Support scalable pagination

Arachnid commented 5 years ago

Presently, it's possible to query entities using a where clause, but this uses offsets from start or end, which likely won't scale well if paging over a large dataset. It'd be good to use the graphql connection pattern, or something similar, where result sets return an opaque cursor that can be passed in on subsequent calls to pick up where the previous query left off.

leoyvens commented 5 years ago

Settings offsets is not the most convenient API and we need good pagination support, connections seem like a good model to follow.

offsets from start or end, which likely won't scale well if paging over a large dataset

Could you elaborate on what's the issue you're envisioning here?

Arachnid commented 5 years ago

Could you elaborate on what's the issue you're envisioning here?

In most database systems, a query like SELECT * FROM table LIMIT x OFFSET y involves the database internally iterating over and discarding the first y results. This results in the cost of paginating over a large dataset being O(n^2) instead of O(n). Using cursors, in contrast, doesn't suffer from this issue.

leoyvens commented 5 years ago

@Arachnid I see. Though that seems to be more a concern of implementation than of graphql interface. We could do a good implementation of graphql offsets that doesn't use OFFSET, and it's also possible to do a bad implementation of cursors that does use OFFSET on the DB.

Arachnid commented 5 years ago

True, but I don't think it's possible (at least without low level DB support) to do a good implementation that uses offsets - so better to fix the API early.

-Nick

On Tue, 18 Dec 2018, 05:33 Leonardo Yvens, notifications@github.com wrote:

@Arachnid https://github.com/Arachnid I see. Though that seems to be more a concern of implementation than of graphql interface. We could do a good implementation of graphql offsets that doesn't use OFFSET, and it's also possible to do a bad implementation of cursors that does use OFFSET on the DB.

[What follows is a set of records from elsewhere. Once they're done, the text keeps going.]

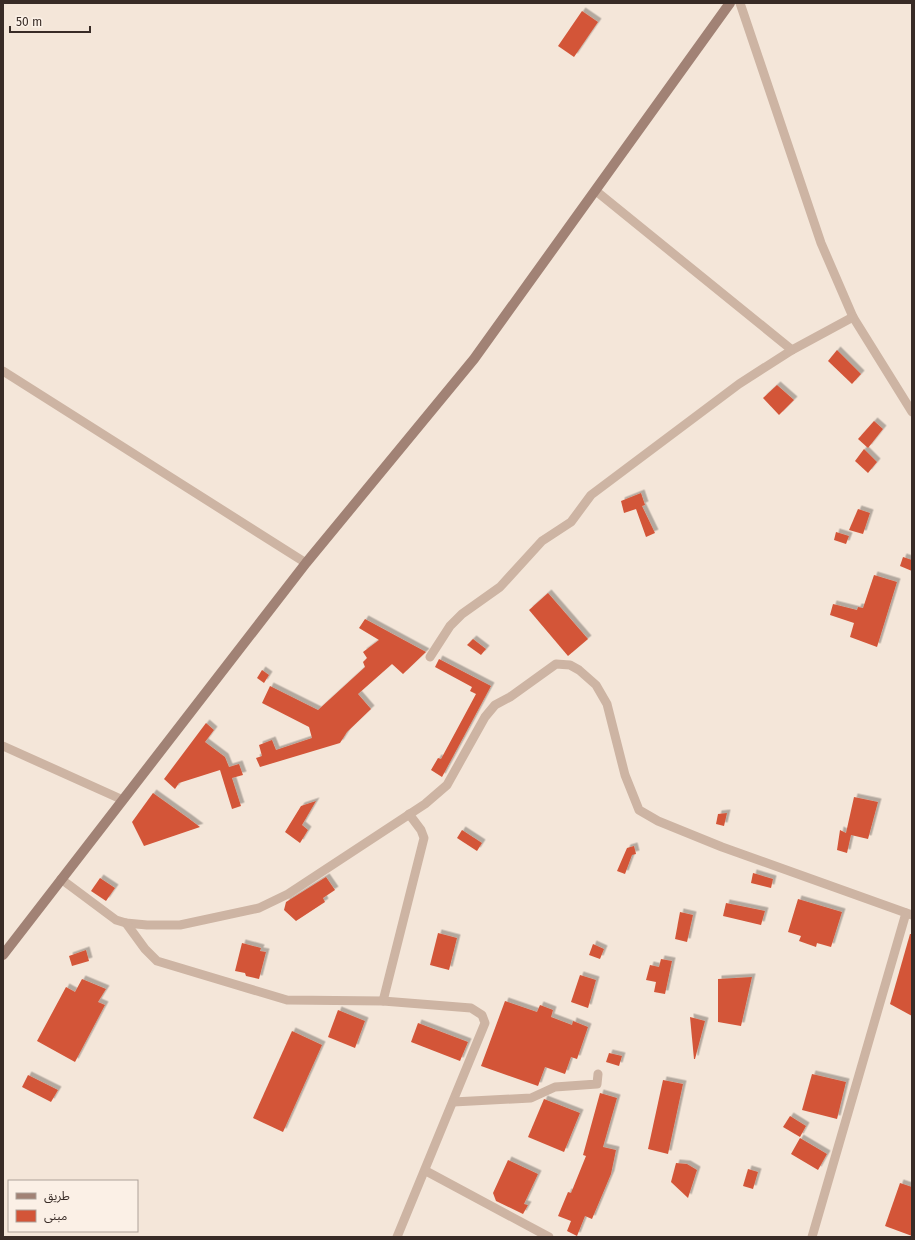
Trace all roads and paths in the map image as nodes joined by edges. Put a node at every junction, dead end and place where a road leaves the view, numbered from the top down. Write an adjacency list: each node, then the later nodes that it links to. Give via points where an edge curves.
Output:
1 (730, 3): 3 (main road)
2 (740, 3): 4 (street, via 821,243)
3 (596, 191): 5 (street); 8 (main road, via 474,359)
4 (853, 317): 5 (street); 7 (street)
5 (792, 350): 9 (street, via 739,384 591,495 571,522 542,541 500,587 462,614 450,626)
6 (3, 372): 8 (street)
7 (912, 412)
8 (306, 563): 11 (main road)
9 (430, 657)
10 (3, 746): 11 (street)
11 (123, 800): 13 (main road)
12 (409, 814): 14 (street, via 448,785 485,717 495,705 556,664 570,665 596,685 606,704 625,775 639,810 658,821 722,847); 15 (street, via 288,894 259,908 180,924); 17 (street, via 424,838)
13 (61, 879): 15 (street, via 116,920); 16 (main road)
14 (909, 914): 23 (street)
15 (126, 924): 17 (street, via 156,961 287,1000)
16 (3, 955)
17 (383, 1001): 19 (street, via 471,1008 482,1015 485,1023)
18 (598, 1074): 19 (street, via 597,1084 555,1088 530,1098)
19 (453, 1102): 20 (street)
20 (426, 1171): 21 (street); 22 (street)
21 (397, 1237)
22 (549, 1237)
23 (812, 1237)

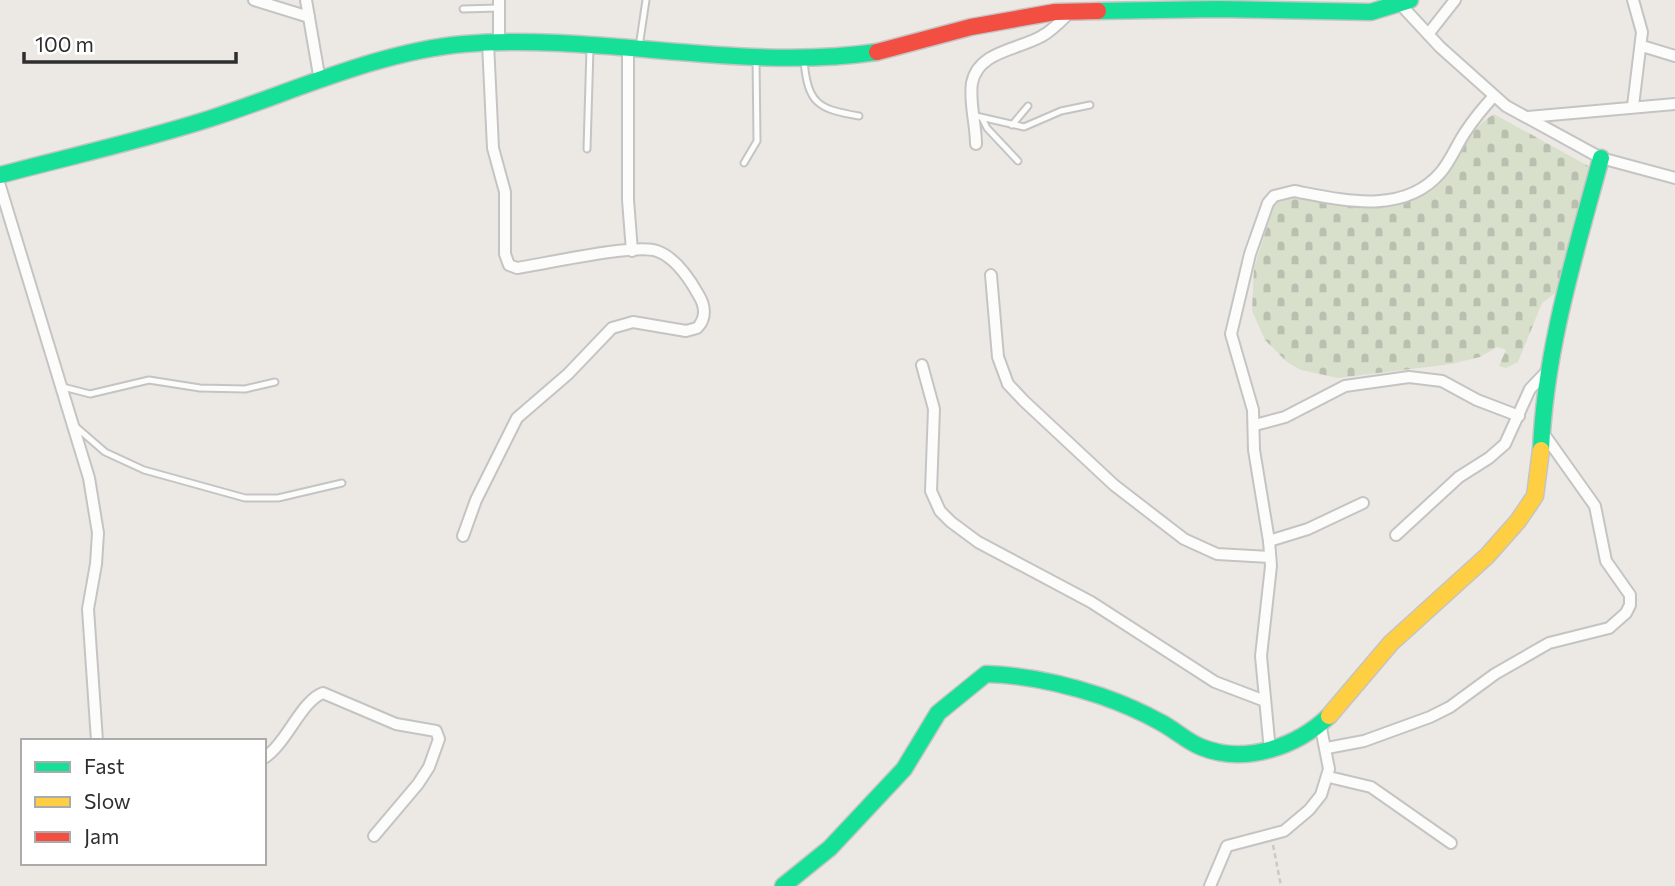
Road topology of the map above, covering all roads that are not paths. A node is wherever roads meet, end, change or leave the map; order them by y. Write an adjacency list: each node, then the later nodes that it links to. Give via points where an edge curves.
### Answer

— You are receiving this because you were mentioned.

Reply to this email directly, view it on GitHub https://github.com/graphprotocol/graph-node/issues/613#issuecomment-447908816, or mute the thread https://github.com/notifications/unsubscribe-auth/AABFyUH_o306Ed2dlvxJrf5RH4Xq-LIVks5u58dHgaJpZM4Y43Ry .

fubhy commented 5 years ago

I wrote a little utility hook that takes care of automatically scraping the endpoint for more results (using skip & limit parameters) until it's exhausted:

import { useQuery } from '@apollo/react-hooks';
import { useRef, useEffect } from 'react';
import { DocumentNode } from 'graphql';

type QueryPair = [DocumentNode, DocumentNode];
type ProceedOrNotFn = (result: any, expected: number) => boolean;

export function useScrapingQuery([query, more]: QueryPair, proceed: ProceedOrNotFn, props?: any) {
  const limit = (props.variables && props.variables.limit) || 100;
  const skip = useRef((props.variables && props.variables.skip) || 0);
  const result = useQuery(query, {
    ...props,
    variables: {
      ...(props && props.variables),
      limit,
      skip,
    },
  });

  useEffect(() => {
    if (!!result.loading || !!result.error || !proceed(result.data, skip.current + limit)) {
      return;
    }

    result.fetchMore({
      query: more,
      variables: {
        ...result.variables,
        skip: skip.current + limit,
      },
      updateQuery: (previous, options) => {
        skip.current = skip.current + limit;

        const moreResult = options.fetchMoreResult;
        const output = Object.keys(moreResult).reduce(
          (carry, current) => ({
            ...carry,
            [current]: carry[current].concat(moreResult[current] || []),
          }),
          previous,
        );

        return output;
      },
    });
  }, [result, skip.current]);

  return result;
}

Basically, you pass a query tuple (first query mandatory, second is optional to provide a custom query for the "fetch more" logic (e.g. if the first query has other, non-paginated fields in it).

Example:

import gql from 'graphql-tag';

export const FundOverviewQuery = gql`
  query FundOverviewQuery($limit: Int!) {
    funds(orderBy: name, first: $limit) {
      id
      name
      gav
      grossSharePrice
      isShutdown
      creationTime
    }

    nonPaginatedQueryField(orderBy: timestamp) {
      ...
    }
  }
`;

export const FundOverviewContinueQuery = gql`
  query FundOverviewContinueQuery($limit: Int!, $skip: Int!) {
    funds(orderBy: name, first: $limit, skip: $skip) {
      id
      name
      gav
      grossSharePrice
      isShutdown
      creationTime
    }
  }
`;

It uses the "limit" and "skip" query variables. The hook automatically adds these by default.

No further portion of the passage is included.